6. Par lettre du 25 avril 2014, l’OCIRT a fait part à A______ que celle-ci n’avait pas respecté les obligations du CTT-Esthé à l’égard de Mmes D______, E______, F______ et G______. Pour certains mois de 2013, différents selon les employées, la société n’avait pas payé l’indemnité pour les vacances de 8,33 % ou avait versé un salaire inférieur au salaire minimum. L’office demandait par conséquent de corriger les salaires des employées concernées avec effet rétroactif au mois de janvier 2013 et de lui faire parvenir les justificatifs permettant d’établir cette mise en conformité, à savoir les fiches de salaires du mois d’avril 2014, contresignées par les employées concernées, indiquant le montant du rattrapage salarial dû depuis le 1er janvier 2013 ainsi que le montant du nouveau salaire conforme au CTT-Esthé ou, pour Mmes E______, G______, H______ et D______, l’avis de versement bancaire.

Par ailleurs, les montants annoncés comme participation au chiffre d’affaires pour Mme G______ n’apparaissait ni dans le journal de salaires de l’entreprise ni dans l’attestation de salaire annoncée à l’AVS pour l’année 2013. Sur ce point aussi étaient requis des documents. L’ensemble des documents devaient parvenir à l’OCIRT le 15 mai 2014 au plus tard, délai dans lequel la société pouvait aussi formuler des observations écrites. Celle-ci était enfin rendue attentive au fait que si elle procédait aux rattrapages salariaux demandés, l’amende administrative de CHF 5'000.- au plus par infraction prévue à l’art. 9
al. 2 let. c de loi fédérale sur les mesures d’accompagnement applicables aux travailleurs détachés et aux contrôles des salaires minimaux prévus par les contrats-types de travail du 8 octobre 1999 (LDét - RS 823.20) pourrait être réduite.
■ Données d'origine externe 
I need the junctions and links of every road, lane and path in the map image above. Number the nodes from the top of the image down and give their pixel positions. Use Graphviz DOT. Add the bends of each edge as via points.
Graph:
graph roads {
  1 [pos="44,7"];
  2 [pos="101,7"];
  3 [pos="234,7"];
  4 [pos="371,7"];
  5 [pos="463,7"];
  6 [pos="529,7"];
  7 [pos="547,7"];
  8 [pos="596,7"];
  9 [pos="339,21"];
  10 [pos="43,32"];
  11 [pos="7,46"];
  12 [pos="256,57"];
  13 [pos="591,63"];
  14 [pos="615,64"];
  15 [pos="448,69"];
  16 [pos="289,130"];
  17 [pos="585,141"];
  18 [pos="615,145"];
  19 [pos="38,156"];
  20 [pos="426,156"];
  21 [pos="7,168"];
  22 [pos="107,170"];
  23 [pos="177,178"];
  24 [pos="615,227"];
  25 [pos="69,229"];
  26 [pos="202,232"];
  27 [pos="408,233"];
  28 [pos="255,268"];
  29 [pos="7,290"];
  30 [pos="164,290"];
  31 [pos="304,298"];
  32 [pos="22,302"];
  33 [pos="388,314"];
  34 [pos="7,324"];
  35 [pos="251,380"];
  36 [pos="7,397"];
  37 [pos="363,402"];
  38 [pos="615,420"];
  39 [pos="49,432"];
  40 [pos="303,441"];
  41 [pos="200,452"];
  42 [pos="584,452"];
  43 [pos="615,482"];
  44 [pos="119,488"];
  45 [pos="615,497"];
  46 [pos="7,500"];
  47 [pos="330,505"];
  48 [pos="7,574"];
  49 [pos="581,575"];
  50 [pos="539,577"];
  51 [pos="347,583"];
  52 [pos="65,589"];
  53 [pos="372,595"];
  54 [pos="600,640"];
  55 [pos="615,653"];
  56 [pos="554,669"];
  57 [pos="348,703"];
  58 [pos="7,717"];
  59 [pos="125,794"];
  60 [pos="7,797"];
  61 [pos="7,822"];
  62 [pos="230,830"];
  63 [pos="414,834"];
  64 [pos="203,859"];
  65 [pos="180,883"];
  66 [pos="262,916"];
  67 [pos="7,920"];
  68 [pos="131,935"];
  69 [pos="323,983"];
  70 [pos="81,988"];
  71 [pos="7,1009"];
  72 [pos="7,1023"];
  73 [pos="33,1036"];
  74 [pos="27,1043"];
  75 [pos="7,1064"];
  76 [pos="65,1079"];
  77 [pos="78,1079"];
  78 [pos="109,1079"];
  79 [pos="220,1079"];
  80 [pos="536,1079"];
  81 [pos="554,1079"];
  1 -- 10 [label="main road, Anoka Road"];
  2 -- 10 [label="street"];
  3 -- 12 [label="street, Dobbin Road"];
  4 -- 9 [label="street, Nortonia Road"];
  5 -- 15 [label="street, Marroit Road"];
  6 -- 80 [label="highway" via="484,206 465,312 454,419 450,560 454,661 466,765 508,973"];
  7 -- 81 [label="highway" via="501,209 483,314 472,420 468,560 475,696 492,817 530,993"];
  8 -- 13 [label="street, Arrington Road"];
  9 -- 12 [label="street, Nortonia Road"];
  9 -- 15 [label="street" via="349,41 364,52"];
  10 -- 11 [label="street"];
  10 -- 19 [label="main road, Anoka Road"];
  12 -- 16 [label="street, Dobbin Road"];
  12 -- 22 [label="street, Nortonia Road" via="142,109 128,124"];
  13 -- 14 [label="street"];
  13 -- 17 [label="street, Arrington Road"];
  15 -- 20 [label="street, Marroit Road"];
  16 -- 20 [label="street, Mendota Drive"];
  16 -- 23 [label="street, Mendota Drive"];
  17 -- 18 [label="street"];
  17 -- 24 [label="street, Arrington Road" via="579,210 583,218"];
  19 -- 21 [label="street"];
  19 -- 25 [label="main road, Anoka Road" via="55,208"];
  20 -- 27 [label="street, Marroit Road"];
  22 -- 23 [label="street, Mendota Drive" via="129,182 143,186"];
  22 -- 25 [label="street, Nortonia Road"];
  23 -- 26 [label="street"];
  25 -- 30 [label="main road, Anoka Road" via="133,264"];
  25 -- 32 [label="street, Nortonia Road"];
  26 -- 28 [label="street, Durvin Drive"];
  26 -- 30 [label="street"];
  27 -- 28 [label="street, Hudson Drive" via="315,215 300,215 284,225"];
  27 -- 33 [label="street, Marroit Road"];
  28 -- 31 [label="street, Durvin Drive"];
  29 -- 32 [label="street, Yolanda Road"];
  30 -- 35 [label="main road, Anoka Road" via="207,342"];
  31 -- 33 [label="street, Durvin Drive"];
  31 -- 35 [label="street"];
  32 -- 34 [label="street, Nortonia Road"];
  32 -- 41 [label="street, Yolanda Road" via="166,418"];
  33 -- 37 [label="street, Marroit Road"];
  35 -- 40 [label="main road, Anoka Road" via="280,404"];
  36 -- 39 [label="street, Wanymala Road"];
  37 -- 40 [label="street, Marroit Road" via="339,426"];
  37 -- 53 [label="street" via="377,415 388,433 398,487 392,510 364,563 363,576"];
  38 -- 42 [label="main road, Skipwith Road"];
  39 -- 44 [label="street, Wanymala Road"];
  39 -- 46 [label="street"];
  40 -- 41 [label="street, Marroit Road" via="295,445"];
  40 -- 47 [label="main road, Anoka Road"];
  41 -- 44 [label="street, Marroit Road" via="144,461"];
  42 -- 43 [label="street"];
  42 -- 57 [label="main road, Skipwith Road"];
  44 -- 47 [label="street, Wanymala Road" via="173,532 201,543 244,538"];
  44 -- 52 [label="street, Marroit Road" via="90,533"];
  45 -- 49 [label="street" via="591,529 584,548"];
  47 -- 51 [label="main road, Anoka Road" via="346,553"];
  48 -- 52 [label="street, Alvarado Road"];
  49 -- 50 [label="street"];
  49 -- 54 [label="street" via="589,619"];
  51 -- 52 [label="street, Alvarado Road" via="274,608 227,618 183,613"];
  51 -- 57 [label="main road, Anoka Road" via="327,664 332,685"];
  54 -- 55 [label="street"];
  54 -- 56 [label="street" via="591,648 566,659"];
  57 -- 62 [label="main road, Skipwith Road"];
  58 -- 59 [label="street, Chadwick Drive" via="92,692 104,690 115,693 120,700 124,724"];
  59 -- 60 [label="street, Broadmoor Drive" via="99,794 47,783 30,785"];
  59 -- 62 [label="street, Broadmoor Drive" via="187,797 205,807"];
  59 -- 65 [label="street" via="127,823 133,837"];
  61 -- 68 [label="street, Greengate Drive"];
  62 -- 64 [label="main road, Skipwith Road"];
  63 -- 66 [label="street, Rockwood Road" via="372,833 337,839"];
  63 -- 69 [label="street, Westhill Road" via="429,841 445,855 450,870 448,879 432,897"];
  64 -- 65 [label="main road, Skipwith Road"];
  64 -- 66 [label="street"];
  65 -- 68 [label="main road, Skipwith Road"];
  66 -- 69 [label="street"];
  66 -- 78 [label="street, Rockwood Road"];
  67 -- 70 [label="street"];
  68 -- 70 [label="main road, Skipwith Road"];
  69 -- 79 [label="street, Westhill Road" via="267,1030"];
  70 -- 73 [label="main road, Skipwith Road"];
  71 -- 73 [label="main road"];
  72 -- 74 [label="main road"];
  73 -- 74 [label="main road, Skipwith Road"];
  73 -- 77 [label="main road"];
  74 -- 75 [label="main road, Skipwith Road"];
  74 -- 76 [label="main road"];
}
7. Par courrier du 5 mai 2014, A______ a contesté tous les reproches formulés par l’OCIRT, contestant en particulier n’avoir pas respecté les obligations du CTT-Esthé. Toutes les employées mentionnées par l’office avaient bénéficié de leurs vacances qu’elles étaient en droit d’avoir par rapport aux jours travaillés dans l’entreprise. Il n’y avait aucune obligation de mentionner les jours de vacances sur les fiches de salaire. Toutes les personnes ayant travaillé pour la société avaient signé un contrat de travail en bonne et due forme. Généralement pendant les trois mois d’essai, les salariés avaient un salaire fixe, négocié avant toute signature de contrat, et le complément de salaire était obtenu par les primes sur le chiffre d’affaires. De plus, toutes les employées bénéficiaient de formations complémentaires très onéreuses et totalement à la charge de la société. Aucune participation n’était demandée pour celles-ci aux employées.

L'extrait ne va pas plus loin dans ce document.